Of course, this all took place in a game that the Tribe won 31-7. While the passing game was stunted, the College’s three-headed rushing attack of junior Keith McBride, sophomore Mikal Abdul-Saboor and freshman Kendell Anderson was busy tearing through the Hampton defense. Five-yard gains were taken at will all the way down the field — the Tribe’s running backs averaged 5.9 yards per carry and scored four touchdowns. Overall, the College notched 277 yards rushing with each of the three running backs garnering over 60 yards on the ground.
Much of the credit for the Tribe’s irrepressible rushing attack goes to the big guys up front who dominated the line of scrimmage and created space for the backs. Fifth-year seniors Matt Crisafi, James Johnson and Trevor Springman lead an offensive line that has played phenomenally well through the first two games of the season, giving up just one sack and paving the way for 379 total rushing yards.
However, the success of the College’s offensive line was far from a certainty coming into the season, as Crisafi, Johnson and Springman are joined by two redshirt freshman starters, Domenic Martinelli and Jerry Ugokwe.

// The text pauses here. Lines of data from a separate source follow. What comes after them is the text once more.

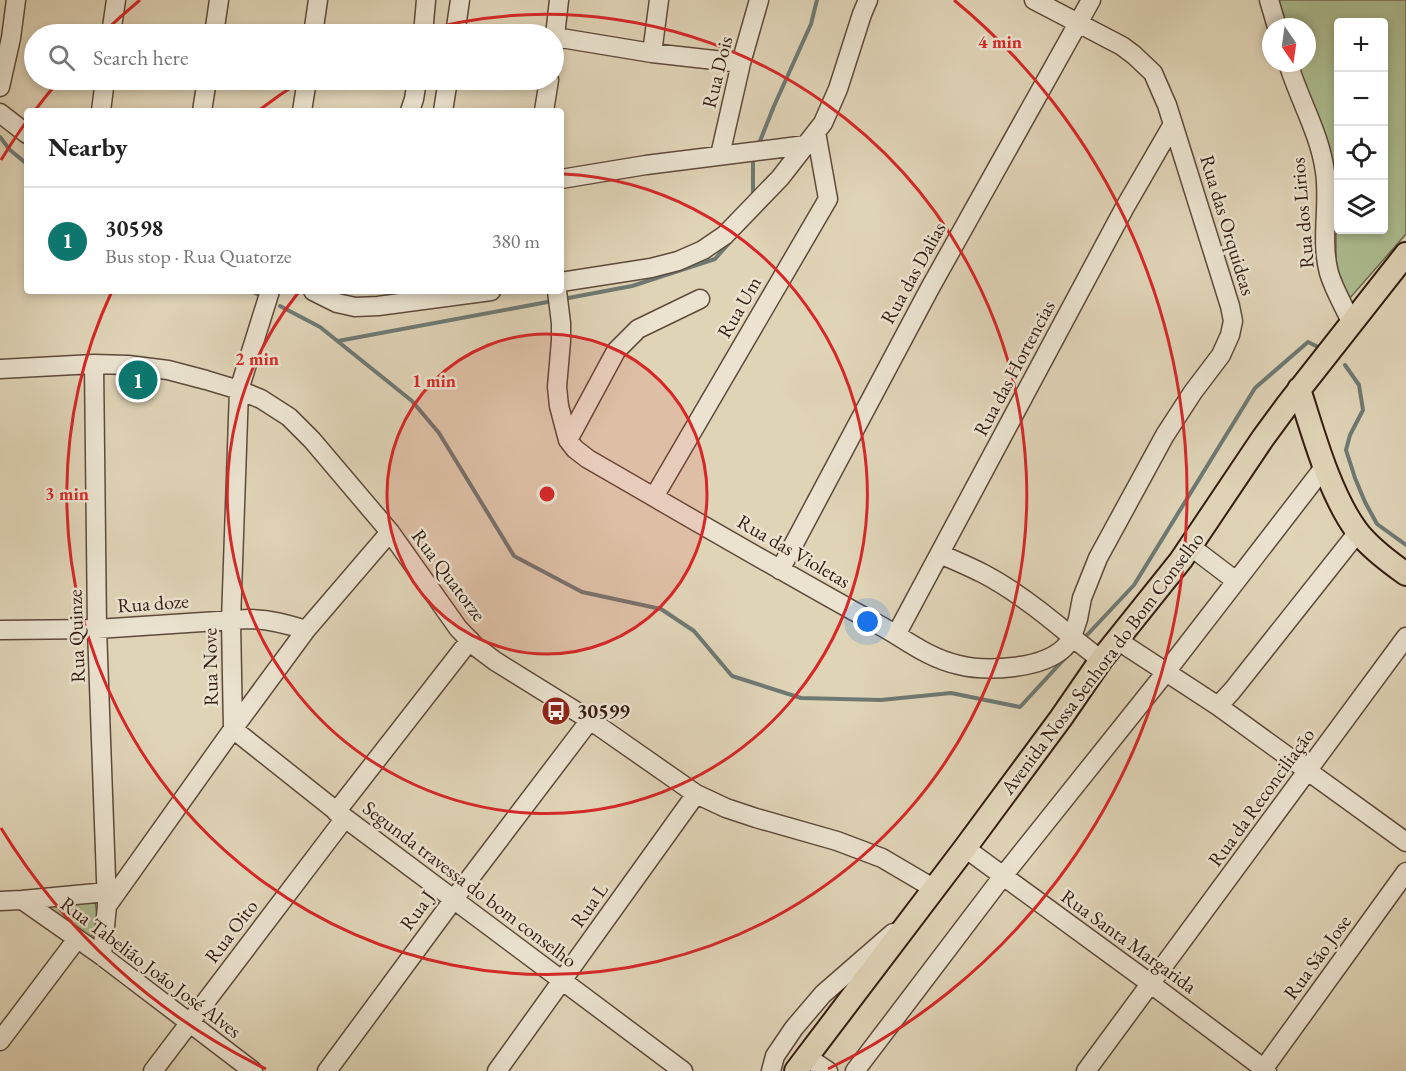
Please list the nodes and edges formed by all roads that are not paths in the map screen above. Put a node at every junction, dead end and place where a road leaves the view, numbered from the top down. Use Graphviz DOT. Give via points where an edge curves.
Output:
graph roads {
  1 [pos="16,0"];
  2 [pos="116,0"];
  3 [pos="219,0"];
  4 [pos="318,0"];
  5 [pos="426,0"];
  6 [pos="460,0"];
  7 [pos="559,0"];
  8 [pos="659,0"];
  9 [pos="759,0"];
  10 [pos="868,0"];
  11 [pos="1034,0"];
  12 [pos="1091,0"];
  13 [pos="1269,0"];
  14 [pos="1274,18"];
  15 [pos="112,24"];
  16 [pos="215,24"];
  17 [pos="314,24"];
  18 [pos="424,24"];
  19 [pos="457,24"];
  20 [pos="556,24"];
  21 [pos="1079,24"];
  22 [pos="564,42"];
  23 [pos="652,53"];
  24 [pos="741,63"];
  25 [pos="1291,72"];
  26 [pos="0,87"];
  27 [pos="104,90"];
  28 [pos="205,90"];
  29 [pos="305,90"];
  30 [pos="414,90"];
  31 [pos="446,90"];
  32 [pos="547,90"];
  33 [pos="409,107"];
  34 [pos="101,108"];
  35 [pos="202,108"];
  36 [pos="302,108"];
  37 [pos="443,108"];
  38 [pos="544,108"];
  39 [pos="0,113"];
  40 [pos="1173,124"];
  41 [pos="24,132"];
  42 [pos="811,138"];
  43 [pos="720,155"];
  44 [pos="564,179"];
  45 [pos="1406,254"];
  46 [pos="564,282"];
  47 [pos="269,294"];
  48 [pos="319,294"];
  49 [pos="448,294"];
  50 [pos="419,296"];
  51 [pos="558,296"];
  52 [pos="700,299"];
  53 [pos="1352,324"];
  54 [pos="94,364"];
  55 [pos="0,369"];
  56 [pos="1299,389"];
  57 [pos="238,390"];
  58 [pos="568,440"];
  59 [pos="1328,475"];
  60 [pos="654,497"];
  61 [pos="390,532"];
  62 [pos="1358,532"];
  63 [pos="1190,546"];
  64 [pos="940,554"];
  65 [pos="780,570"];
  66 [pos="1406,574"];
  67 [pos="1236,581"];
  68 [pos="231,621"];
  69 [pos="97,629"];
  70 [pos="0,630"];
  71 [pos="306,630"];
  72 [pos="896,635"];
  73 [pos="1072,637"];
  74 [pos="1406,637"];
  75 [pos="470,640"];
  76 [pos="1117,640"];
  77 [pos="1101,660"];
  78 [pos="1166,672"];
  79 [pos="1218,706"];
  80 [pos="590,720"];
  81 [pos="234,729"];
  82 [pos="1307,772"];
  83 [pos="696,794"];
  84 [pos="340,815"];
  85 [pos="1406,842"];
  86 [pos="964,848"];
  87 [pos="1406,872"];
  88 [pos="1003,876"];
  89 [pos="933,888"];
  90 [pos="107,899"];
  91 [pos="454,899"];
  92 [pos="22,900"];
  93 [pos="0,901"];
  94 [pos="909,921"];
  95 [pos="77,939"];
  96 [pos="102,956"];
  97 [pos="563,981"];
  98 [pos="1151,984"];
  99 [pos="189,1022"];
  100 [pos="0,1041"];
  101 [pos="802,1064"];
  102 [pos="1264,1070"];
  103 [pos="153,1071"];
  104 [pos="253,1071"];
  105 [pos="327,1071"];
  106 [pos="497,1071"];
  107 [pos="683,1071"];
  108 [pos="771,1071"];
  109 [pos="828,1071"];
  110 [pos="855,1071"];
  111 [pos="1086,1071"];
  1 -- 26 [label="street"];
  2 -- 15 [label="street"];
  3 -- 16 [label="street"];
  4 -- 17 [label="street"];
  5 -- 18 [label="street"];
  6 -- 19 [label="street"];
  7 -- 20 [label="street"];
  8 -- 23 [label="street"];
  9 -- 24 [label="street, Rua Dois"];
  10 -- 42 [label="street" via="838,89 823,123"];
  11 -- 21 [label="street, Rua das Orquideas"];
  12 -- 21 [label="street, Rua das Dalias"];
  13 -- 14 [label="street"];
  21 -- 40 [label="street, Rua das Orquideas" via="1122,46 1153,73"];
  21 -- 65 [label="street, Rua das Dalias" via="930,288"];
  22 -- 23 [label="street"];
  23 -- 24 [label="street"];
  24 -- 43 [label="street, Rua Dois"];
  25 -- 53 [label="street, Rua dos Lirios" via="1321,152 1330,275"];
  27 -- 34 [label="street"];
  28 -- 35 [label="street"];
  29 -- 36 [label="street"];
  30 -- 33 [label="street"];
  31 -- 37 [label="street"];
  32 -- 38 [label="street"];
  39 -- 41 [label="street"];
  40 -- 64 [label="street, Rua das Hortencias"];
  40 -- 73 [label="street, Rua das Orquideas" via="1233,321 1221,355 1165,435 1098,558"];
  42 -- 43 [label="street"];
  42 -- 46 [label="street" via="755,204 725,235 703,250 651,268"];
  42 -- 60 [label="street, Rua Um" via="828,199"];
  43 -- 44 [label="street"];
  45 -- 53 [label="main road, Avenida Nossa Senhora do Bom Conselho"];
  47 -- 57 [label="street, Rua Nove"];
  48 -- 50 [label="street" via="355,307"];
  49 -- 50 [label="street"];
  51 -- 58 [label="street" via="561,341 557,387"];
  52 -- 58 [label="street" via="638,329 616,351"];
  53 -- 56 [label="main road, Avenida Nossa Senhora do Bom Conselho"];
  54 -- 55 [label="street, Rua Quatorze"];
  54 -- 57 [label="street, Rua Quatorze" via="168,370"];
  54 -- 69 [label="street, Rua Quinze"];
  56 -- 59 [label="main road"];
  56 -- 63 [label="main road, Avenida Nossa Senhora do Bom Conselho"];
  57 -- 61 [label="street, Rua Quatorze" via="290,417"];
  57 -- 68 [label="street, Rua Nove"];
  58 -- 60 [label="street, Rua das Violetas" via="588,459"];
  59 -- 62 [label="main road"];
  59 -- 67 [label="street"];
  60 -- 65 [label="street, Rua das Violetas"];
  61 -- 71 [label="street, Rua Nove"];
  61 -- 75 [label="street, Rua Quatorze" via="440,605"];
  62 -- 66 [label="main road"];
  62 -- 79 [label="street"];
  63 -- 67 [label="street"];
  63 -- 76 [label="main road, Avenida Nossa Senhora do Bom Conselho"];
  64 -- 72 [label="street, Rua das Hortencias"];
  64 -- 73 [label="street" via="1005,586"];
  65 -- 72 [label="street, Rua das Violetas"];
  67 -- 78 [label="street"];
  68 -- 69 [label="street, Rua doze"];
  68 -- 71 [label="street, Rua doze" via="267,620"];
  68 -- 81 [label="street, Rua Nove"];
  69 -- 70 [label="street, Rua doze"];
  69 -- 90 [label="street, Rua Quinze"];
  71 -- 81 [label="street, Rua Nove"];
  72 -- 73 [label="street, Rua das Violetas" via="938,659 980,669 1030,664 1064,649"];
  73 -- 77 [label="street"];
  74 -- 82 [label="street, Rua da Reconciliação"];
  75 -- 80 [label="street, Rua Quatorze" via="495,661"];
  75 -- 84 [label="street, Rua Oito"];
  76 -- 77 [label="main road, Avenida Nossa Senhora do Bom Conselho"];
  76 -- 78 [label="street"];
  77 -- 86 [label="main road, Avenida Nossa Senhora do Bom Conselho"];
  78 -- 79 [label="street"];
  78 -- 88 [label="street"];
  79 -- 82 [label="street"];
  80 -- 83 [label="street, Rua Quatorze"];
  80 -- 91 [label="street, Rua J"];
  81 -- 84 [label="street, Segunda travessa do bom conselho"];
  81 -- 90 [label="street"];
  82 -- 85 [label="street"];
  82 -- 98 [label="street, Rua da Reconciliação"];
  83 -- 89 [label="street, Rua Quatorze" via="756,818 837,840 882,858"];
  83 -- 97 [label="street, Rua L"];
  84 -- 91 [label="street, Segunda travessa do bom conselho"];
  84 -- 99 [label="street, Rua Oito"];
  86 -- 88 [label="street, Rua Santa Margarida"];
  86 -- 89 [label="main road, Avenida Nossa Senhora do Bom Conselho"];
  87 -- 102 [label="street, Rua São Jose"];
  88 -- 98 [label="street, Rua Santa Margarida"];
  88 -- 110 [label="street"];
  89 -- 94 [label="main road, Avenida Nossa Senhora do Bom Conselho"];
  90 -- 92 [label="street"];
  90 -- 96 [label="street, Rua Quinze"];
  91 -- 97 [label="street, Segunda travessa do bom conselho"];
  91 -- 105 [label="street, Rua J"];
  92 -- 93 [label="street"];
  92 -- 95 [label="street, Rua Tabelião João José Alves"];
  94 -- 101 [label="main road, Avenida Nossa Senhora do Bom Conselho"];
  94 -- 108 [label="street" via="823,994 775,1056"];
  95 -- 96 [label="street, Rua Tabelião João José Alves"];
  95 -- 100 [label="street"];
  96 -- 99 [label="street, Rua Tabelião João José Alves"];
  97 -- 106 [label="street, Rua L"];
  97 -- 107 [label="street, Segunda travessa do bom conselho"];
  98 -- 102 [label="street, Rua Santa Margarida"];
  98 -- 111 [label="street, Rua da Reconciliação"];
  99 -- 103 [label="street, Rua Oito"];
  99 -- 104 [label="street, Rua Tabelião João José Alves"];
  101 -- 109 [label="street"];
}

It’s been remarkable to see how the unit has overcome the inexperience of its two youngest members to catalyze the Tribe’s offense.
“I thought we did alright with protection and, honestly, the run game was working so well that at certain parts of the game we didn’t need to pass it,” said Springman. “So on the stats sheet it might look like it was a little slack, but I think the run game was able to make up for that.”
If possible, the superlatives were even more pronounced on the defensive side of the ball. Hampton didn’t come within 30 yards of the College’s end zone before its last-gasp touchdown in the waning minutes of the fourth quarter. It took three fourth-down conversions for the Pirates to finally capture a view from the Tribe’s end zone; but, by that point, the Tribe’s defense had already embarrassed Hampton’s offensive personnel.
Senior safety Jerome Couplin led the team with eight tackles, further adding to what could be an illustrious season. The Tribe’s defensive line reflected the dominance of the offensive line by controlling the line of scrimmage and snuffing out the Pirates’ rushing attack. The Hampton offense looked bewildered all game in the face of a surging defensive unit that gave nothing up easily.
Because there were so many great signs in the College’s home-opener, it seems cruel to harp on the one downside. But, after suffering through the miasma of last season, it’s hard not to be troubled by the continued uncertainty of the College’s quarterback situation. We don’t know how healthy Caprio and junior quarterback Raphael Ortiz are, but the Tribe can’t afford for Graham to be so spotty when Colonial Athletic Association play starts.
I get the feeling that this could be a very dangerous CAA team, if the Tribe could find consistency at quarterback.